É isto que significa ser uma sentinela.  Às vezes, ser responsável pelo nosso irmão significa ter a coragem de dizer: «Aquilo que estás a fazer está errado», mas dizê-lo porque queremos algo melhor para essa pessoa e para aqueles que lhe foram confiados.

Fiquei muito contente quando soube recentemente que as meninas estão agora a frequentar a nossa escola católica.  E vós fizestes parte dessa história. Através do vosso apoio à missão da Igreja, ajudais a tornar possíveis as escolas onde essas meninas estão agora a receber a sua educação.

E depois houve a mãe que conheci, cuja filha estava doente há vários dias. Ela não tinha dinheiro para a levar à clínica.

Disse-lhe que levasse a menina e dissesse às religiosas que eu pagaria a conta, graças a uma oferta que alguém me tinha dado. As religiosas examinaram a menina e encontraram várias doenças que podiam ser facilmente tratados. A conta total do tratamento foi de cerca de 30 dólares.

Trinta dólares foram suficientes para dar àquela menina os cuidados médicos de que precisava. Através da vossa ajuda, pude ser responsável por aquela mãe e pela sua filha.

Num caso, ser responsável ou sentinela pelo nosso irmão significou dizer a verdade para ajudar alguém a mudar. No outro, significou ajudar alguém que estava doente e não podia ajudar-se a si próprio.

Conclusão

Irmãos e irmãs, enquanto fazemos o nosso caminho para o Céu, não precisamos apenas de salvar-nos a nós próprios; precisamos também de ajudar-nos uns aos outros ao longo do caminho. E se chegarmos ao Céu sozinhos e o Senhor nos perguntar: «Onde está o teu irmão? Onde está a tua irmã?»

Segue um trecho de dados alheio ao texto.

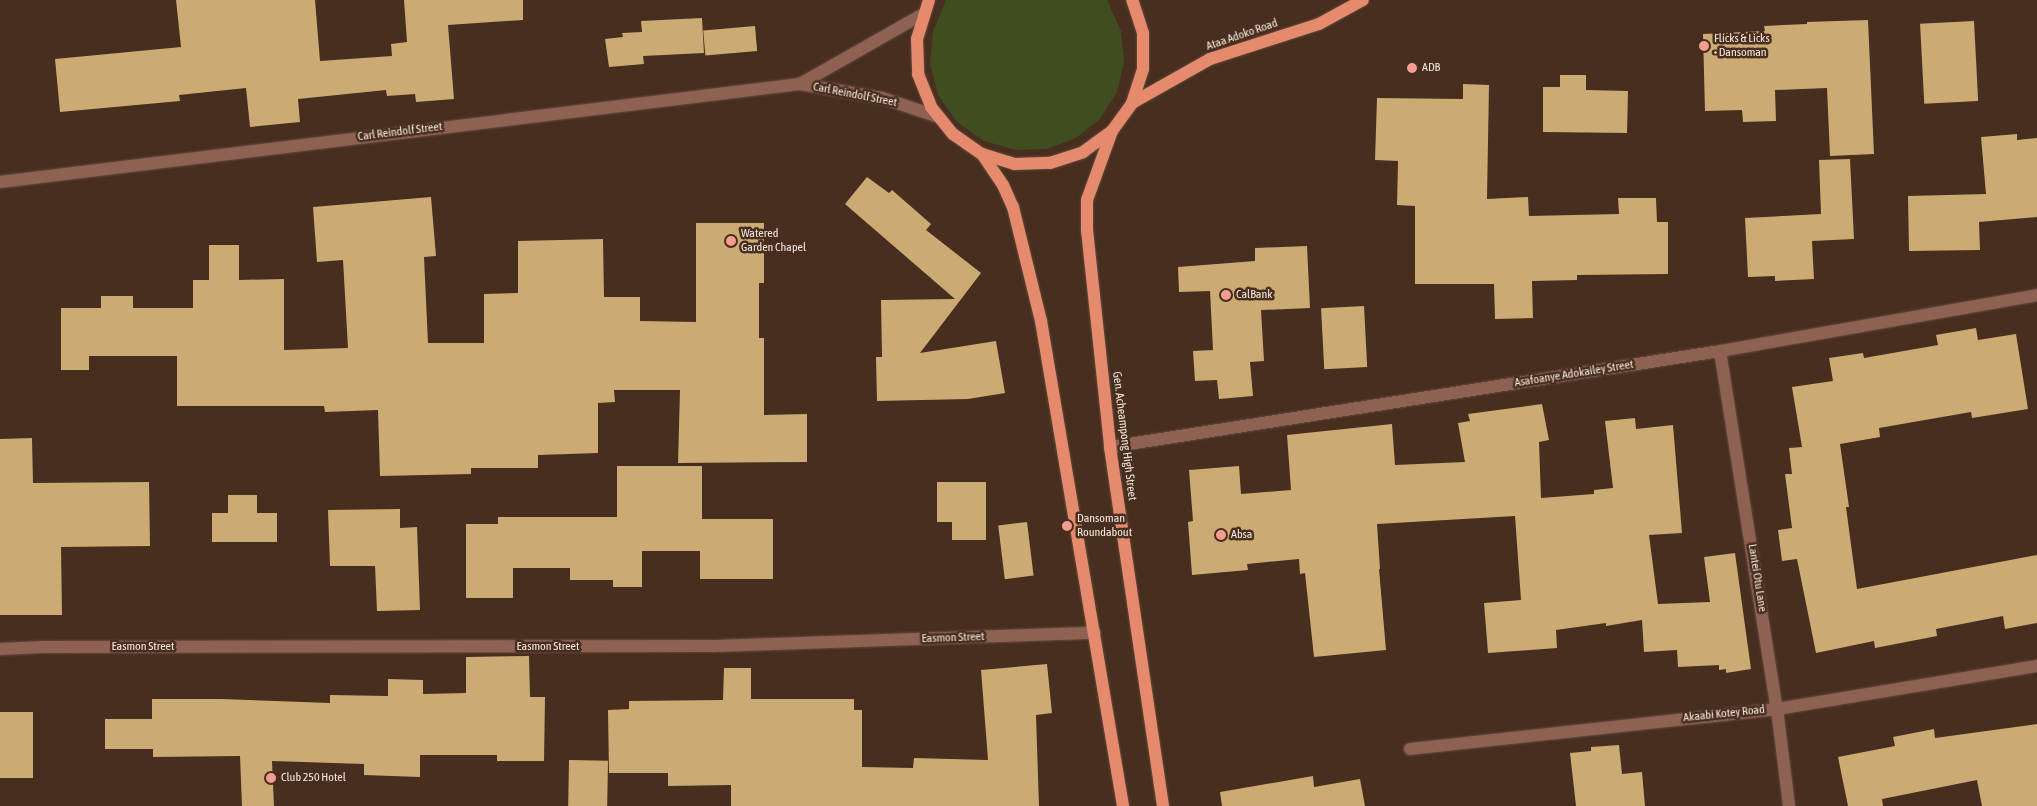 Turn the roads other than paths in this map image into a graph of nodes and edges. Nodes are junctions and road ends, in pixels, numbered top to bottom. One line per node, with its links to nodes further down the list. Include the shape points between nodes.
1 (929, 0): 4 (main road)
2 (1132, 0): 6 (main road, via 1144,33 1144,69)
3 (1363, 0): 6 (main road, Ataa Adoko Road, via 1319,24 1210,59)
4 (923, 14): 5 (street, Carl Reindolf Street); 7 (main road, via 917,39 918,74 931,107)
5 (800, 84): 7 (street, Carl Reindolf Street, via 882,98); 10 (street, Carl Reindolf Street)
6 (1132, 103): 8 (main road)
7 (939, 117): 9 (main road, via 952,134)
8 (1112, 131): 9 (main road, via 1083,152 1050,163 1015,164); 13 (main road, Gen. Acheampong High Street, via 1087,200 1087,230)
9 (982, 154): 14 (main road, via 1013,206 1030,273)
10 (0, 182)
11 (2037, 296): 12 (street, Asafoanye Adokailey Street)
12 (1720, 351): 13 (street, Asafoanye Adokailey Street); 17 (street, Lantei Otu Lane)
13 (1110, 447): 20 (main road, Gen. Acheampong High Street)
14 (1095, 633): 15 (street, Easmon Street, via 715,646); 19 (main road)
15 (0, 649)
16 (2037, 666): 17 (street, Akaabi Kotey Road)
17 (1777, 708): 18 (street, Akaabi Kotey Road); 21 (street, Lantei Otu Lane)
18 (1410, 749)
19 (1123, 806)
20 (1163, 806)
21 (1789, 806) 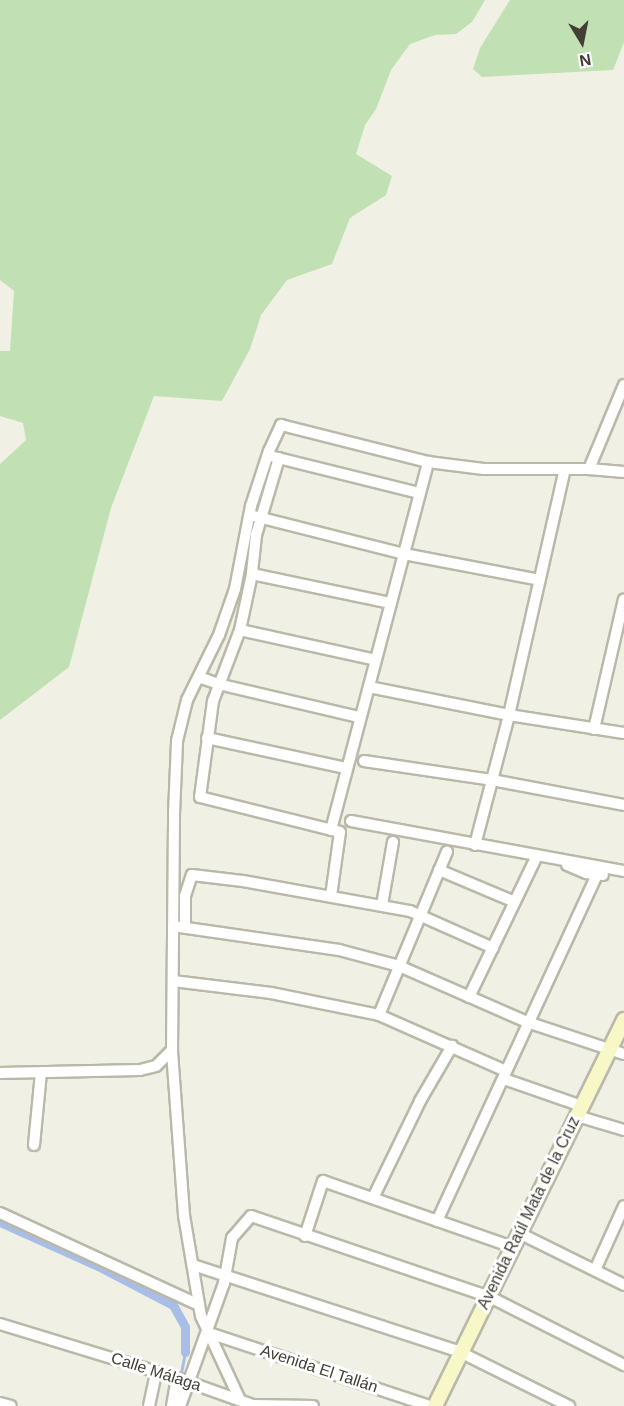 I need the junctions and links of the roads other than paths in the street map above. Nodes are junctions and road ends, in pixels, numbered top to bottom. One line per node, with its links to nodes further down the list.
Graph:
1 (624, 385): 5 (street)
2 (273, 457): 3 (street); 7 (street); 8 (street)
3 (428, 462): 4 (street); 7 (street)
4 (565, 469): 5 (street); 11 (street)
5 (589, 469): 6 (street)
6 (624, 472)
7 (419, 494): 9 (street)
8 (255, 516): 9 (street); 10 (street); 16 (street)
9 (404, 554): 11 (street); 13 (street)
10 (252, 574): 13 (street); 14 (street)
11 (540, 580): 19 (street)
12 (624, 599): 21 (street)
13 (391, 603): 15 (street)
14 (240, 630): 15 (street); 17 (street)
15 (376, 660): 18 (street)
16 (199, 677): 17 (street); 41 (street)
17 (218, 684): 20 (street); 23 (street)
18 (369, 687): 19 (street); 20 (street)
19 (509, 715): 21 (street); 26 (street)
20 (359, 717): 25 (street)
21 (594, 729): 22 (street)
22 (624, 733)
23 (207, 738): 25 (street); 29 (street)
24 (364, 762): 26 (street)
25 (346, 768): 29 (street)
26 (492, 780): 27 (street); 31 (street)
27 (624, 805)
28 (351, 821): 31 (street)
29 (331, 830): 37 (street)
30 (393, 842): 39 (street)
31 (475, 845): 34 (street)
32 (447, 852): 33 (street)
33 (439, 870): 38 (street); 40 (street)
34 (624, 871)
35 (597, 875): 36 (street); 38 (street); 49 (street)
36 (624, 876)
37 (331, 896): 39 (street); 42 (street)
38 (515, 902): 43 (street)
39 (382, 905): 40 (street)
40 (421, 914): 43 (street); 44 (street)
41 (173, 926): 42 (street); 45 (street)
42 (185, 928): 44 (street)
43 (493, 948): 46 (street)
44 (399, 966): 46 (street); 47 (street)
45 (173, 981): 47 (street); 52 (street)
46 (469, 997): 49 (street)
47 (379, 1015): 50 (street)
48 (624, 1020): 51 (street, Avenida Raúl Mata de la Cruz)
49 (527, 1022): 51 (street); 58 (street)
50 (452, 1046): 58 (street); 62 (street)
51 (610, 1049): 53 (street); 59 (street, Avenida Raúl Mata de la Cruz)
52 (172, 1050): 54 (street); 56 (street)
53 (624, 1054)
54 (140, 1070): 55 (street); 56 (street)
55 (41, 1072): 57 (street); 61 (street)
56 (173, 1072): 69 (street)
57 (0, 1073)
58 (505, 1075): 59 (street); 65 (street)
59 (579, 1111): 60 (street); 66 (street, Avenida Raúl Mata de la Cruz)
60 (624, 1130)
61 (34, 1145)
62 (373, 1198): 65 (street); 67 (street)
63 (624, 1206): 70 (street)
64 (0, 1213): 74 (street)
65 (437, 1221): 68 (street)
66 (519, 1233): 68 (street, Avenida Raúl Mata de la Cruz); 70 (street)
67 (305, 1236): 71 (street); 73 (street)
68 (512, 1247): 73 (street, Avenida Raúl Mata de la Cruz)
69 (193, 1265): 71 (street); 74 (street)
70 (595, 1270): 72 (street)
71 (225, 1275): 76 (street); 77 (street)
72 (624, 1285)
73 (488, 1296): 77 (street, Avenida Raúl Mata de la Cruz); 78 (street)
74 (199, 1305): 76 (street)
75 (0, 1324): 79 (street, Calle Málaga)
76 (208, 1333): 81 (street); 82 (street); 90 (street, Avenida El Tallán)
77 (460, 1352): 91 (street, Avenida Raúl Mata de la Cruz); 92 (street)
78 (624, 1365)
79 (156, 1372): 80 (street, Calle Málaga); 85 (street)
80 (177, 1378): 81 (street, Calle Málaga); 86 (street)
81 (188, 1382): 82 (street, Calle Málaga); 87 (street)
82 (240, 1400): 88 (street, Calle Málaga)
83 (0, 1403): 84 (street)
84 (11, 1406)
85 (149, 1406)
86 (171, 1406)
87 (180, 1406)
88 (253, 1406): 89 (street, Calle Málaga)
89 (314, 1406)
90 (430, 1406)
91 (435, 1406)
92 (569, 1406)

·       Espero que não respondamos como Caim, dizendo: «Por favor, deixe-me entrar no Céu; pode preocupar-se com os outros mais tarde.»

·       Mas vós já respondestes a essa pergunta através da vossa generosidade e das vossas orações. Podeis dizer ao Senhor: «Os meus irmãos e irmãs vêm de muito longe, do Uganda, mas em breve estarão aqui.»

Por isso, agradeço-vos não apenas aquilo que talvez ofereçais hoje, mas tudo aquilo que já destes no passado.

Que Deus abençoe a todos vós, as vossas famílias, esta paróquia e todos os nossos irmãos e irmãs no Uganda. E que um dia possamos todos chegar juntos à casa do nosso Pai.